Task brief = Your task is to filter the entries and copy every line containing the string "paths".

Saved data entries:
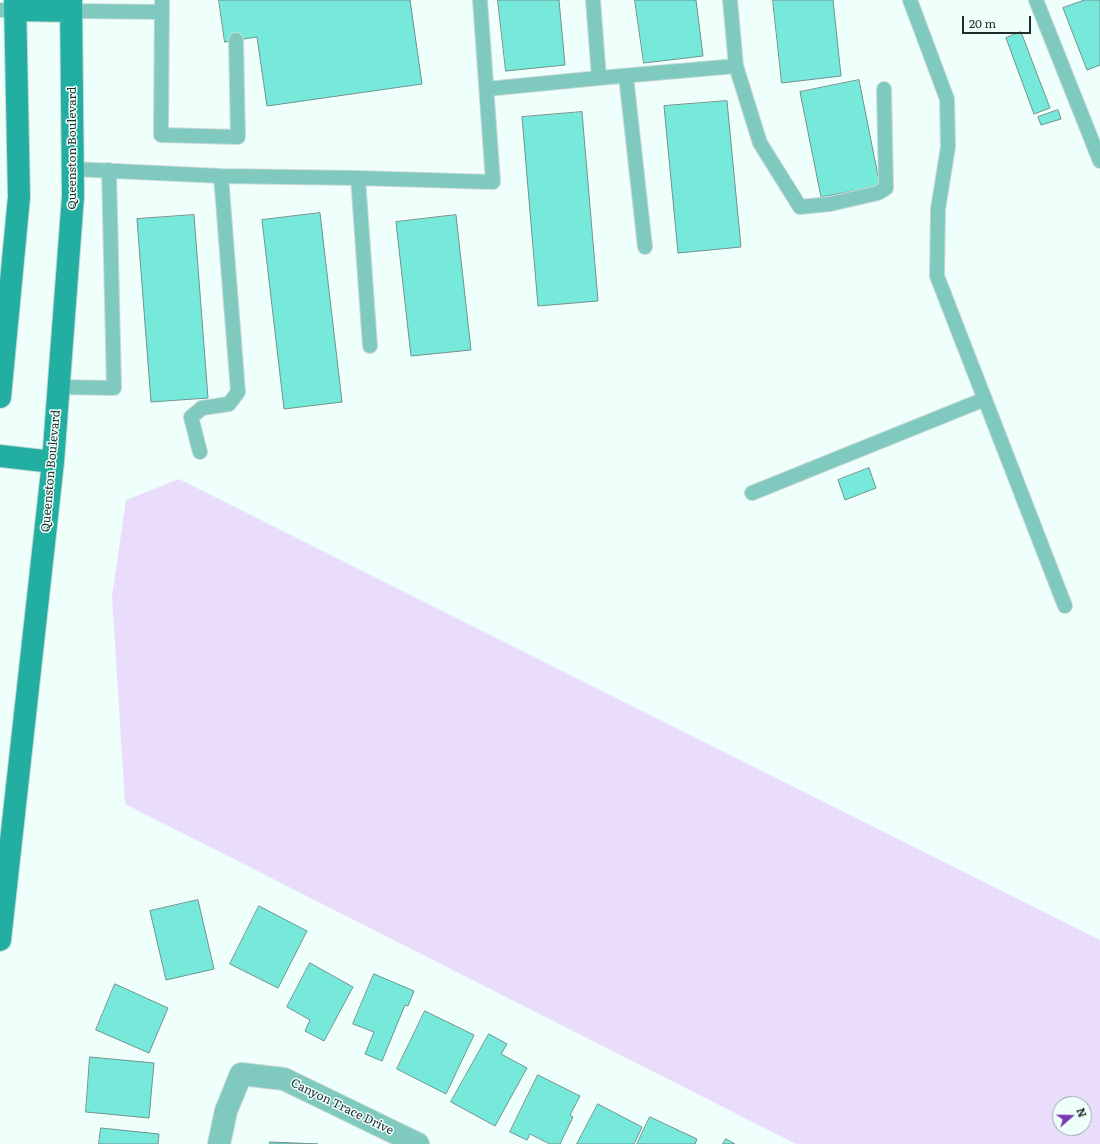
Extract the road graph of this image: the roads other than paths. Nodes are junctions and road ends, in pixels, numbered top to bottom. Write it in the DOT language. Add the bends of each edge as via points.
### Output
graph roads {
  1 [pos="480,0"];
  2 [pos="592,0"];
  3 [pos="730,0"];
  4 [pos="910,0"];
  5 [pos="1036,0"];
  6 [pos="71,6"];
  7 [pos="162,6"];
  8 [pos="10,7"];
  9 [pos="236,40"];
  10 [pos="736,66"];
  11 [pos="626,76"];
  12 [pos="599,78"];
  13 [pos="487,89"];
  14 [pos="884,89"];
  15 [pos="1100,161"];
  16 [pos="72,169"];
  17 [pos="109,170"];
  18 [pos="221,176"];
  19 [pos="358,178"];
  20 [pos="645,248"];
  21 [pos="370,346"];
  22 [pos="59,387"];
  23 [pos="0,397"];
  24 [pos="985,399"];
  25 [pos="200,452"];
  26 [pos="0,456"];
  27 [pos="53,462"];
  28 [pos="752,493"];
  29 [pos="1065,606"];
  30 [pos="0,940"];
  31 [pos="219,1144"];
  32 [pos="418,1144"];
  1 -- 13 [label="lane"];
  2 -- 12 [label="lane"];
  3 -- 10 [label="lane"];
  4 -- 24 [label="lane" via="947,99 948,147 938,209 937,276"];
  5 -- 15 [label="lane"];
  6 -- 7 [label="lane"];
  6 -- 8 [label="main road"];
  6 -- 16 [label="main road, Queenston Boulevard"];
  7 -- 9 [label="lane" via="161,135 238,137"];
  8 -- 23 [label="main road" via="19,197"];
  10 -- 11 [label="lane"];
  10 -- 14 [label="lane" via="760,143 800,207 830,204 878,193 886,188"];
  11 -- 12 [label="lane"];
  11 -- 20 [label="lane"];
  12 -- 13 [label="lane"];
  13 -- 19 [label="lane" via="493,182"];
  16 -- 17 [label="lane"];
  16 -- 22 [label="main road, Queenston Boulevard" via="73,196"];
  17 -- 18 [label="lane"];
  17 -- 22 [label="lane" via="114,388"];
  18 -- 19 [label="lane"];
  18 -- 25 [label="lane" via="238,392 228,404 202,408 191,417"];
  19 -- 21 [label="lane"];
  22 -- 27 [label="main road, Queenston Boulevard"];
  24 -- 28 [label="lane"];
  24 -- 29 [label="lane"];
  26 -- 27 [label="main road"];
  27 -- 30 [label="main road, Queenston Boulevard"];
  31 -- 32 [label="street, Canyon Trace Drive" via="226,1111 241,1074 284,1079"];
}
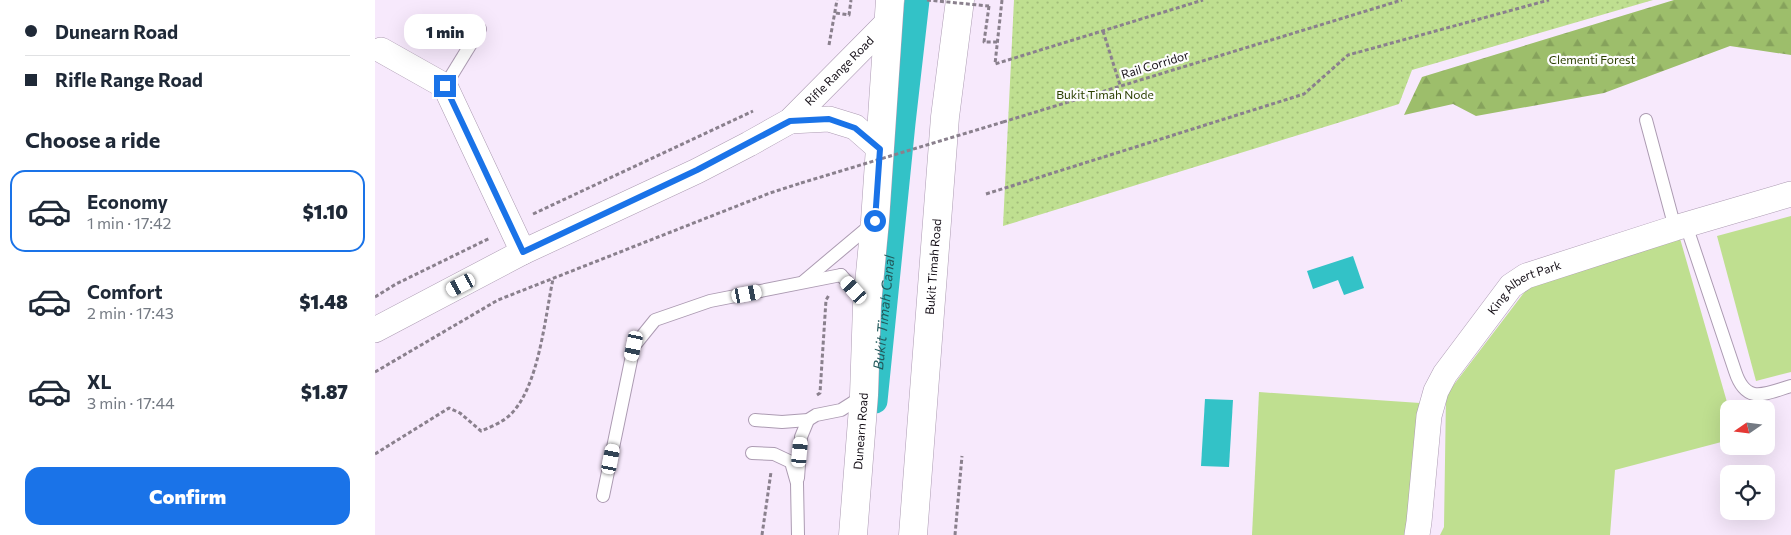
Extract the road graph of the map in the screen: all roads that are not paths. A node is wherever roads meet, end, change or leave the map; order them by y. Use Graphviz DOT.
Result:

Final answer =
Extract the road graph of this image: the roads other than paths. Nodes are junctions and road ends, in pixels, numbered top to bottom. Write it in the DOT language. Add the bends of each edge as via points.
Extract the road graph of the map in the screen: all roads that are not paths. A node is wherever roads meet, end, change or leave the map; order them by y. Use Graphviz DOT.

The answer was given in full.